_Collected data_
□ □ □ □

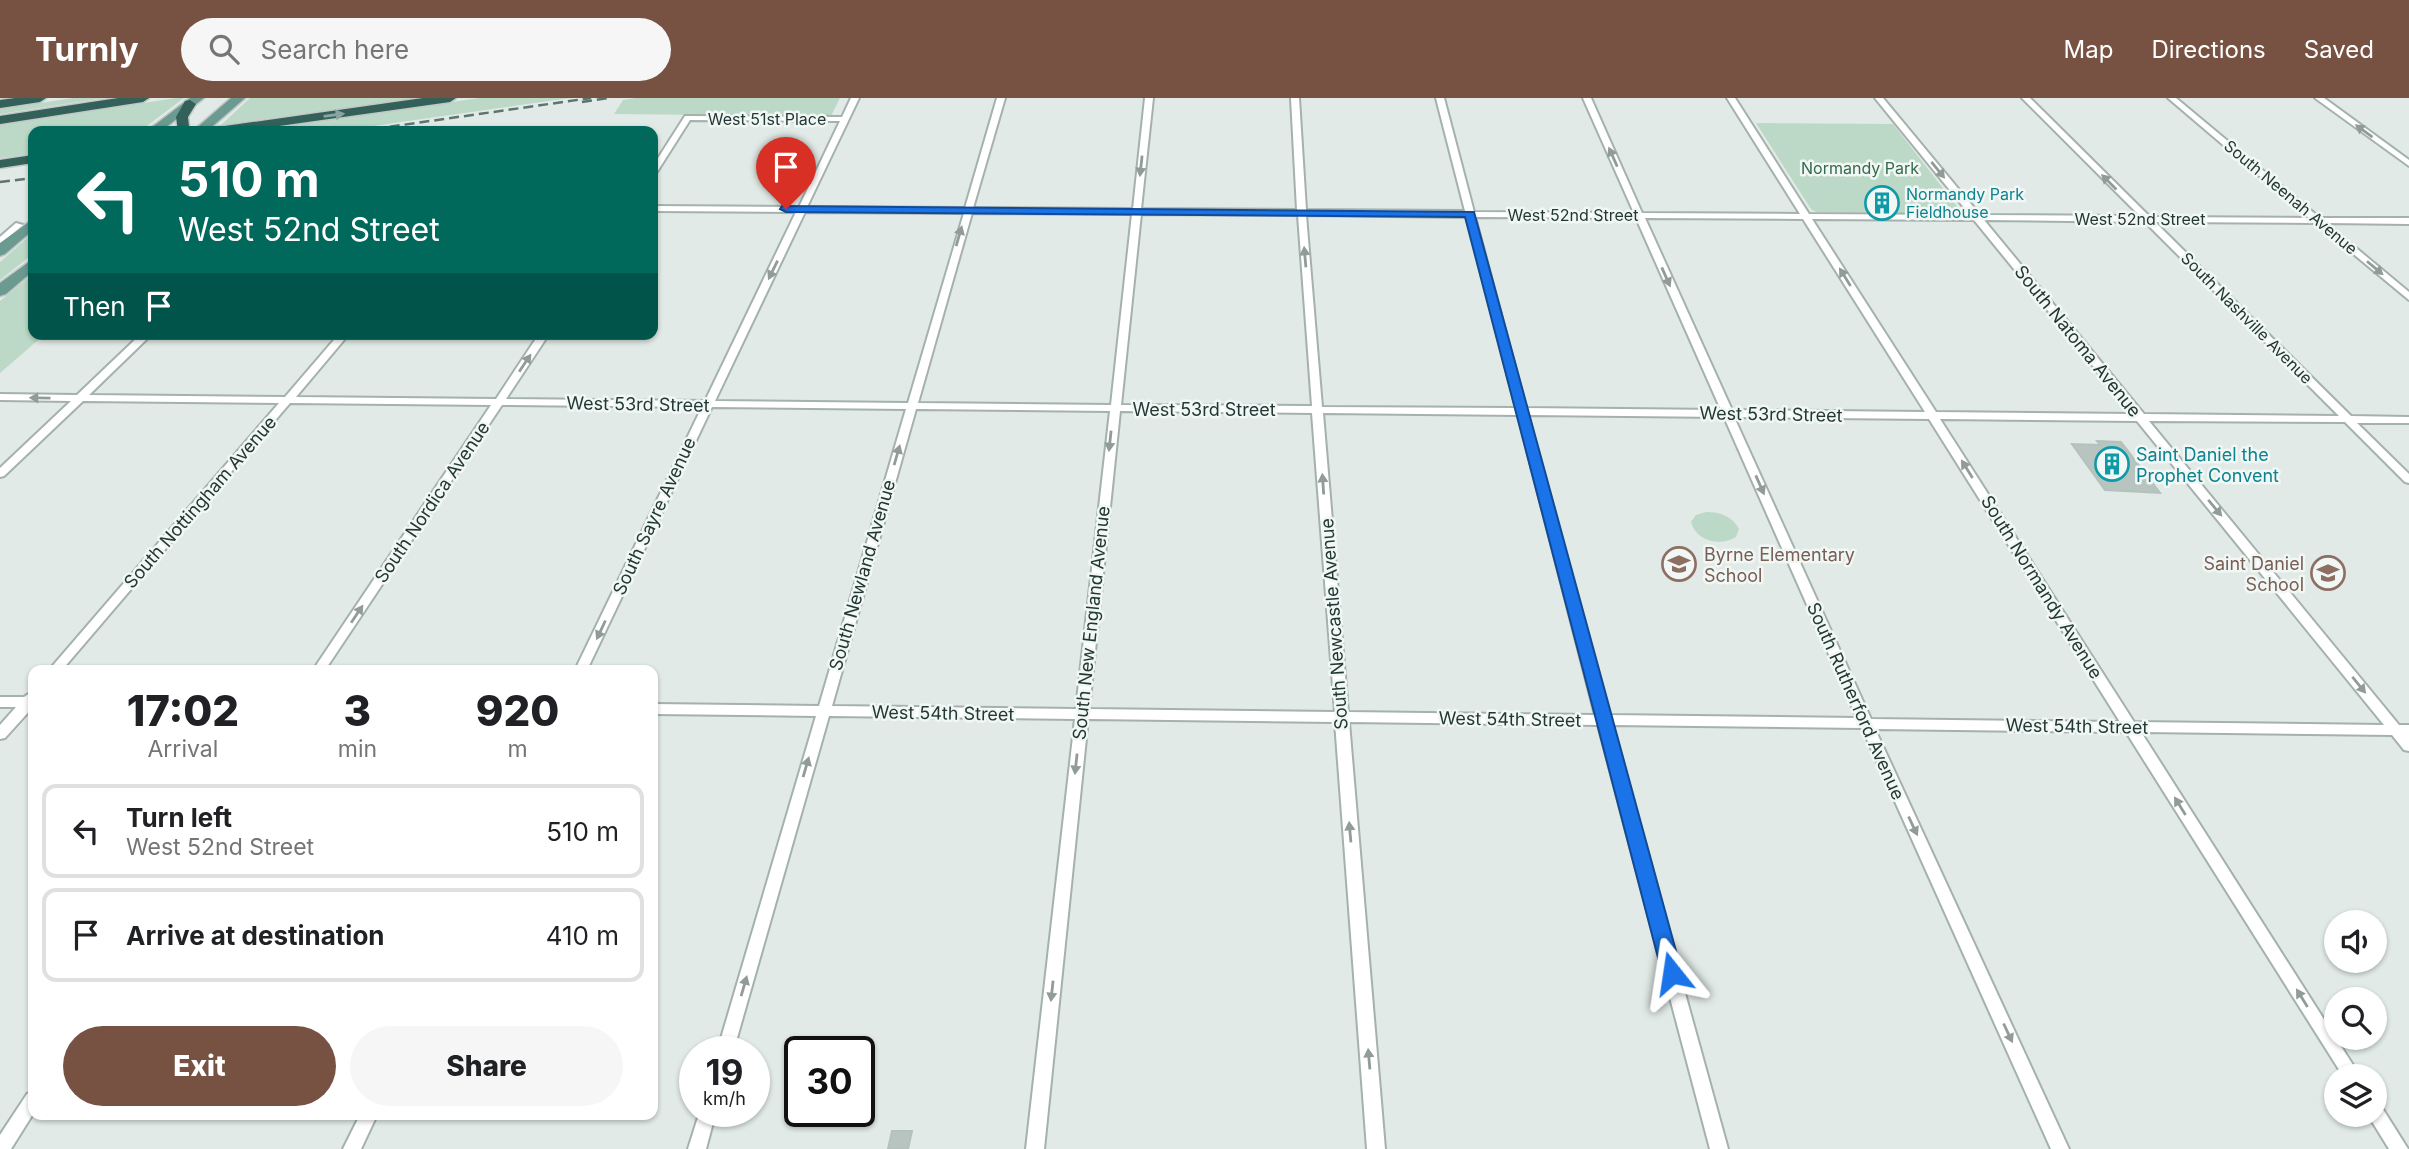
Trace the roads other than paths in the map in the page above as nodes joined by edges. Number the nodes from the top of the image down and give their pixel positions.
1 (40, 98) edge
2 (143, 98) edge
3 (239, 98) edge
4 (450, 98) edge
5 (855, 98) edge
6 (1001, 98) edge
7 (1149, 98) edge
8 (1295, 98) edge
9 (1440, 98) edge
10 (1587, 98) edge
11 (1731, 98) edge
12 (1879, 98) edge
13 (2026, 98) edge
14 (2172, 98) edge
15 (2319, 98) edge
16 (194, 101) edge
17 (0, 104) edge
18 (845, 119) junction
19 (0, 120) edge
20 (160, 126) edge
21 (183, 126) edge
22 (205, 126) edge
23 (253, 126) edge
24 (28, 160) edge
25 (0, 164) edge
26 (658, 164) edge
27 (2409, 164) edge
28 (658, 208) edge
29 (802, 209) junction
30 (967, 210) junction
31 (1136, 211) junction
32 (1301, 213) junction
33 (1470, 214) junction
34 (1638, 215) junction
35 (1807, 216) junction
36 (1978, 218) junction
37 (2147, 219) junction
38 (2319, 220) junction
39 (2409, 221) edge
40 (26, 224) edge
41 (0, 228) edge
42 (0, 241) edge
43 (0, 251) edge
44 (28, 268) edge
45 (0, 291) edge
46 (2409, 297) edge
47 (141, 340) edge
48 (339, 340) edge
49 (540, 340) edge
50 (0, 397) edge
51 (80, 398) junction
52 (287, 401) junction
53 (499, 402) junction
54 (707, 404) junction
55 (911, 407) junction
56 (1114, 408) junction
57 (1317, 410) junction
58 (1522, 411) junction
59 (1728, 414) junction
60 (1933, 416) junction
61 (2140, 418) junction
62 (2349, 420) junction
63 (2409, 420) edge
64 (0, 474) edge
65 (2409, 480) edge
66 (59, 665) edge
67 (322, 665) edge
68 (583, 665) edge
69 (28, 700) edge
70 (0, 702) edge
71 (28, 703) edge
72 (658, 709) edge
73 (822, 711) junction
74 (1081, 714) junction
75 (1341, 717) junction
76 (1603, 721) junction
77 (1866, 723) junction
78 (2130, 727) junction
79 (2402, 730) edge
80 (0, 734) edge
81 (2409, 746) edge
82 (730, 1036) edge
83 (2344, 1064) edge
84 (28, 1108) edge
85 (366, 1120) edge
86 (703, 1127) edge
87 (2385, 1127) edge
88 (2396, 1144) edge
89 (1, 1149) edge
90 (352, 1149) edge
91 (697, 1149) edge
92 (1035, 1149) edge
93 (1376, 1149) edge
94 (1719, 1149) edge
95 (2060, 1149) edge

1 - 17 highway
2 - 19 highway
3 - 22 main road
23 -> 4 highway
5 - 18 street, South Sayre Avenue
6 - 30 street, South Newland Avenue
7 -> 31 street, South New England Avenue
8 - 32 street, South Newcastle Avenue
9 - 33 street
34 -> 10 street, South Rutherford Avenue
11 - 35 street, South Normandy Avenue
12 -> 36 street, South Natoma Avenue
37 -> 13 street, South Nashville Avenue
14 - 38 street, South Neenah Avenue
27 -> 15 street
16 - 20 main road
16 - 21 highway
18 - 26 street, West 51st Place
18 - 29 street, South Sayre Avenue
24 - 25 highway
28 - 29 street, West 52nd Street
29 - 30 street, West 52nd Street
29 -> 54 street, South Sayre Avenue
30 - 31 street, West 52nd Street
55 -> 30 street, South Newland Avenue
31 - 32 street, West 52nd Street
31 - 56 street, South New England Avenue
32 - 33 street, West 52nd Street
57 -> 32 street, South Newcastle Avenue
33 - 34 street, West 52nd Street
33 - 58 street
34 - 35 street, West 52nd Street
34 -> 59 street, South Rutherford Avenue
35 - 36 street, West 52nd Street
60 -> 35 street, South Normandy Avenue
36 - 37 street, West 52nd Street
36 - 61 street, South Natoma Avenue
37 - 38 street, West 52nd Street
37 - 62 street, South Nashville Avenue
38 - 39 street, West 52nd Street
38 -> 46 street, South Neenah Avenue
40 - 41 street
40 - 42 street
40 - 43 main road
44 - 45 main road
47 - 51 street
48 - 52 street, South Nottingham Avenue
53 -> 49 street, South Nordica Avenue
51 -> 50 street, West 53rd Street
51 - 52 street, West 53rd Street
51 - 64 street
52 - 53 street, West 53rd Street
52 - 66 street, South Nottingham Avenue
53 - 54 street, West 53rd Street
67 -> 53 street, South Nordica Avenue
54 - 55 street, West 53rd Street
54 -> 68 street, South Sayre Avenue
55 - 56 street, West 53rd Street
73 -> 55 street, South Newland Avenue
56 - 57 street, West 53rd Street
56 -> 74 street, South New England Avenue
57 - 58 street, West 53rd Street
75 -> 57 street, South Newcastle Avenue
58 - 59 street, West 53rd Street
58 - 76 street
59 - 60 street, West 53rd Street
59 -> 77 street, South Rutherford Avenue
60 - 61 street, West 53rd Street
78 -> 60 street, South Normandy Avenue
61 - 62 street, West 53rd Street
61 -> 79 street, South Natoma Avenue
62 - 63 street, West 53rd Street
62 - 65 street, South Nashville Avenue
69 - 70 street
71 - 80 street
72 - 73 street, West 54th Street
73 - 74 street, West 54th Street
82 -> 73 street, South Newland Avenue
74 - 75 street, West 54th Street
74 -> 92 street, South New England Avenue
75 - 76 street, West 54th Street
93 -> 75 street, South Newcastle Avenue
76 - 77 street, West 54th Street
76 - 94 street
77 - 78 street, West 54th Street
77 -> 95 street, South Rutherford Avenue
78 - 79 street, West 54th Street
83 -> 78 street, South Normandy Avenue
79 - 81 street, South Natoma Avenue
84 - 89 street
85 - 90 street
86 - 91 street
87 - 88 street

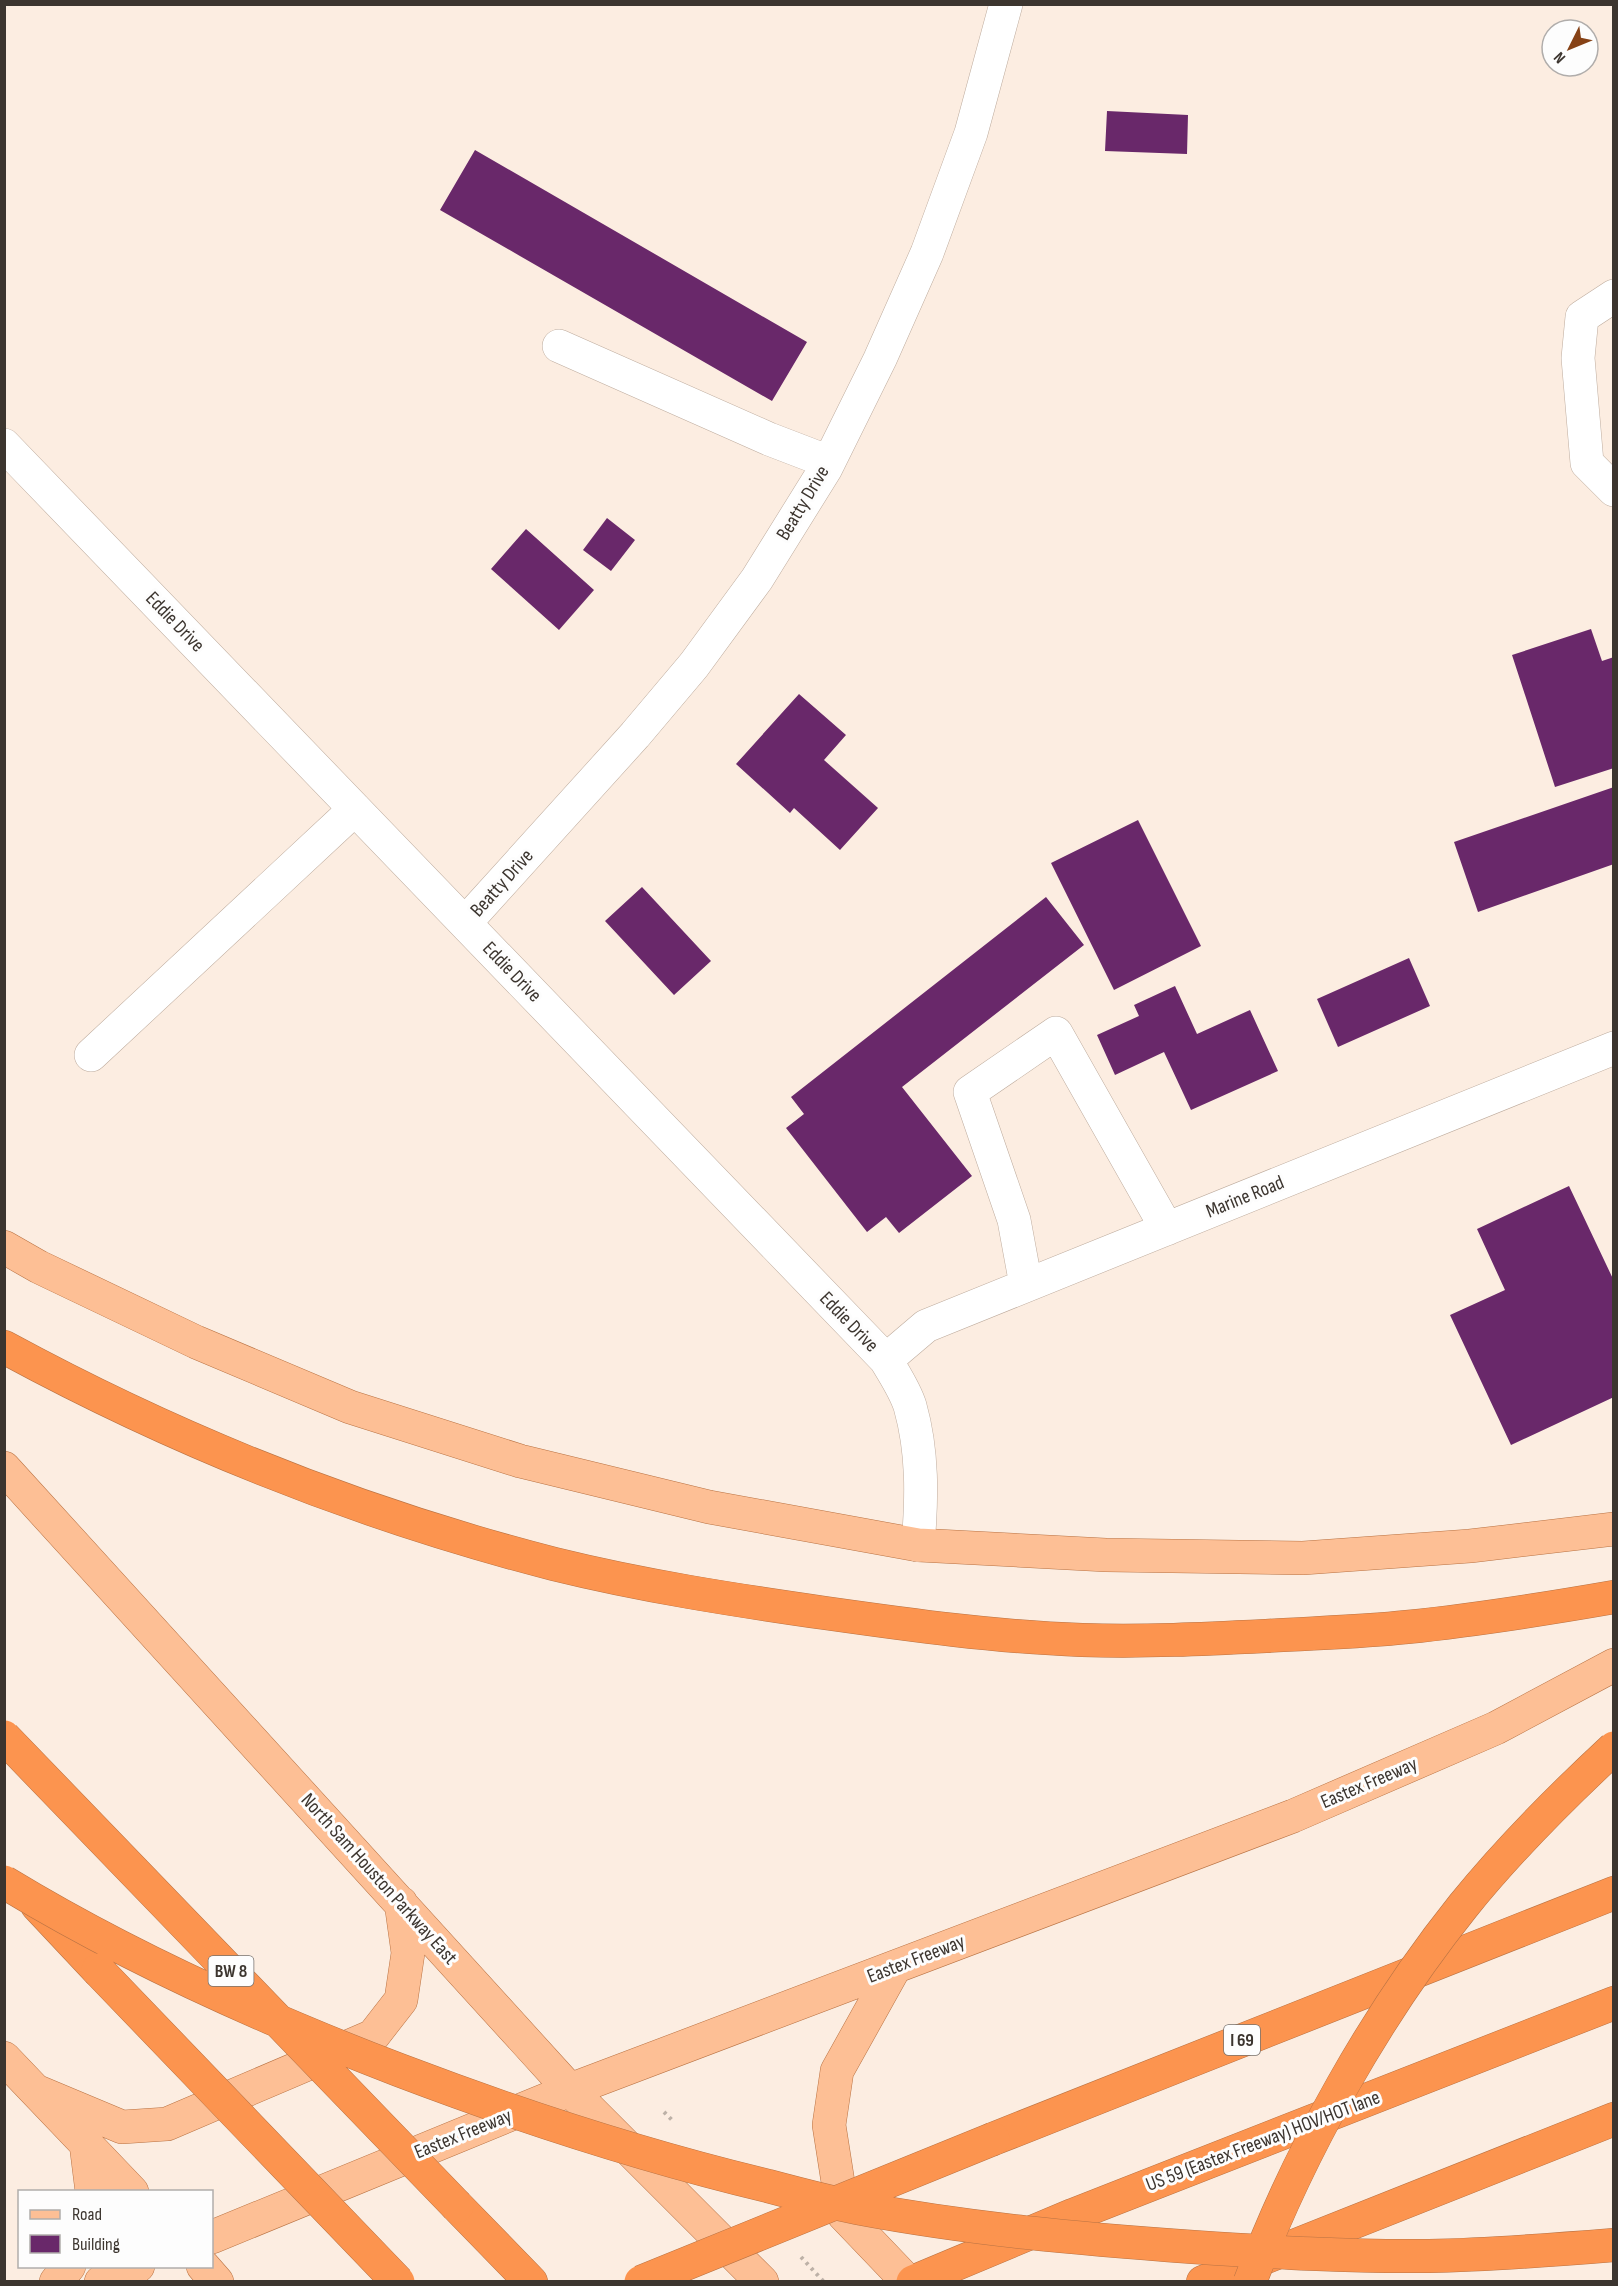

□ □ □ □

_What to produce_
Could you give all of the data again exactly as written, omitting any pictures?

_Task solution_
Trace the roads other than paths in the map in the page above as nodes joined by edges. Number the nodes from the top of the image down and give their pixel positions.
1 (40, 98) edge
2 (143, 98) edge
3 (239, 98) edge
4 (450, 98) edge
5 (855, 98) edge
6 (1001, 98) edge
7 (1149, 98) edge
8 (1295, 98) edge
9 (1440, 98) edge
10 (1587, 98) edge
11 (1731, 98) edge
12 (1879, 98) edge
13 (2026, 98) edge
14 (2172, 98) edge
15 (2319, 98) edge
16 (194, 101) edge
17 (0, 104) edge
18 (845, 119) junction
19 (0, 120) edge
20 (160, 126) edge
21 (183, 126) edge
22 (205, 126) edge
23 (253, 126) edge
24 (28, 160) edge
25 (0, 164) edge
26 (658, 164) edge
27 (2409, 164) edge
28 (658, 208) edge
29 (802, 209) junction
30 (967, 210) junction
31 (1136, 211) junction
32 (1301, 213) junction
33 (1470, 214) junction
34 (1638, 215) junction
35 (1807, 216) junction
36 (1978, 218) junction
37 (2147, 219) junction
38 (2319, 220) junction
39 (2409, 221) edge
40 (26, 224) edge
41 (0, 228) edge
42 (0, 241) edge
43 (0, 251) edge
44 (28, 268) edge
45 (0, 291) edge
46 (2409, 297) edge
47 (141, 340) edge
48 (339, 340) edge
49 (540, 340) edge
50 (0, 397) edge
51 (80, 398) junction
52 (287, 401) junction
53 (499, 402) junction
54 (707, 404) junction
55 (911, 407) junction
56 (1114, 408) junction
57 (1317, 410) junction
58 (1522, 411) junction
59 (1728, 414) junction
60 (1933, 416) junction
61 (2140, 418) junction
62 (2349, 420) junction
63 (2409, 420) edge
64 (0, 474) edge
65 (2409, 480) edge
66 (59, 665) edge
67 (322, 665) edge
68 (583, 665) edge
69 (28, 700) edge
70 (0, 702) edge
71 (28, 703) edge
72 (658, 709) edge
73 (822, 711) junction
74 (1081, 714) junction
75 (1341, 717) junction
76 (1603, 721) junction
77 (1866, 723) junction
78 (2130, 727) junction
79 (2402, 730) edge
80 (0, 734) edge
81 (2409, 746) edge
82 (730, 1036) edge
83 (2344, 1064) edge
84 (28, 1108) edge
85 (366, 1120) edge
86 (703, 1127) edge
87 (2385, 1127) edge
88 (2396, 1144) edge
89 (1, 1149) edge
90 (352, 1149) edge
91 (697, 1149) edge
92 (1035, 1149) edge
93 (1376, 1149) edge
94 (1719, 1149) edge
95 (2060, 1149) edge

1 - 17 highway
2 - 19 highway
3 - 22 main road
23 -> 4 highway
5 - 18 street, South Sayre Avenue
6 - 30 street, South Newland Avenue
7 -> 31 street, South New England Avenue
8 - 32 street, South Newcastle Avenue
9 - 33 street
34 -> 10 street, South Rutherford Avenue
11 - 35 street, South Normandy Avenue
12 -> 36 street, South Natoma Avenue
37 -> 13 street, South Nashville Avenue
14 - 38 street, South Neenah Avenue
27 -> 15 street
16 - 20 main road
16 - 21 highway
18 - 26 street, West 51st Place
18 - 29 street, South Sayre Avenue
24 - 25 highway
28 - 29 street, West 52nd Street
29 - 30 street, West 52nd Street
29 -> 54 street, South Sayre Avenue
30 - 31 street, West 52nd Street
55 -> 30 street, South Newland Avenue
31 - 32 street, West 52nd Street
31 - 56 street, South New England Avenue
32 - 33 street, West 52nd Street
57 -> 32 street, South Newcastle Avenue
33 - 34 street, West 52nd Street
33 - 58 street
34 - 35 street, West 52nd Street
34 -> 59 street, South Rutherford Avenue
35 - 36 street, West 52nd Street
60 -> 35 street, South Normandy Avenue
36 - 37 street, West 52nd Street
36 - 61 street, South Natoma Avenue
37 - 38 street, West 52nd Street
37 - 62 street, South Nashville Avenue
38 - 39 street, West 52nd Street
38 -> 46 street, South Neenah Avenue
40 - 41 street
40 - 42 street
40 - 43 main road
44 - 45 main road
47 - 51 street
48 - 52 street, South Nottingham Avenue
53 -> 49 street, South Nordica Avenue
51 -> 50 street, West 53rd Street
51 - 52 street, West 53rd Street
51 - 64 street
52 - 53 street, West 53rd Street
52 - 66 street, South Nottingham Avenue
53 - 54 street, West 53rd Street
67 -> 53 street, South Nordica Avenue
54 - 55 street, West 53rd Street
54 -> 68 street, South Sayre Avenue
55 - 56 street, West 53rd Street
73 -> 55 street, South Newland Avenue
56 - 57 street, West 53rd Street
56 -> 74 street, South New England Avenue
57 - 58 street, West 53rd Street
75 -> 57 street, South Newcastle Avenue
58 - 59 street, West 53rd Street
58 - 76 street
59 - 60 street, West 53rd Street
59 -> 77 street, South Rutherford Avenue
60 - 61 street, West 53rd Street
78 -> 60 street, South Normandy Avenue
61 - 62 street, West 53rd Street
61 -> 79 street, South Natoma Avenue
62 - 63 street, West 53rd Street
62 - 65 street, South Nashville Avenue
69 - 70 street
71 - 80 street
72 - 73 street, West 54th Street
73 - 74 street, West 54th Street
82 -> 73 street, South Newland Avenue
74 - 75 street, West 54th Street
74 -> 92 street, South New England Avenue
75 - 76 street, West 54th Street
93 -> 75 street, South Newcastle Avenue
76 - 77 street, West 54th Street
76 - 94 street
77 - 78 street, West 54th Street
77 -> 95 street, South Rutherford Avenue
78 - 79 street, West 54th Street
83 -> 78 street, South Normandy Avenue
79 - 81 street, South Natoma Avenue
84 - 89 street
85 - 90 street
86 - 91 street
87 - 88 street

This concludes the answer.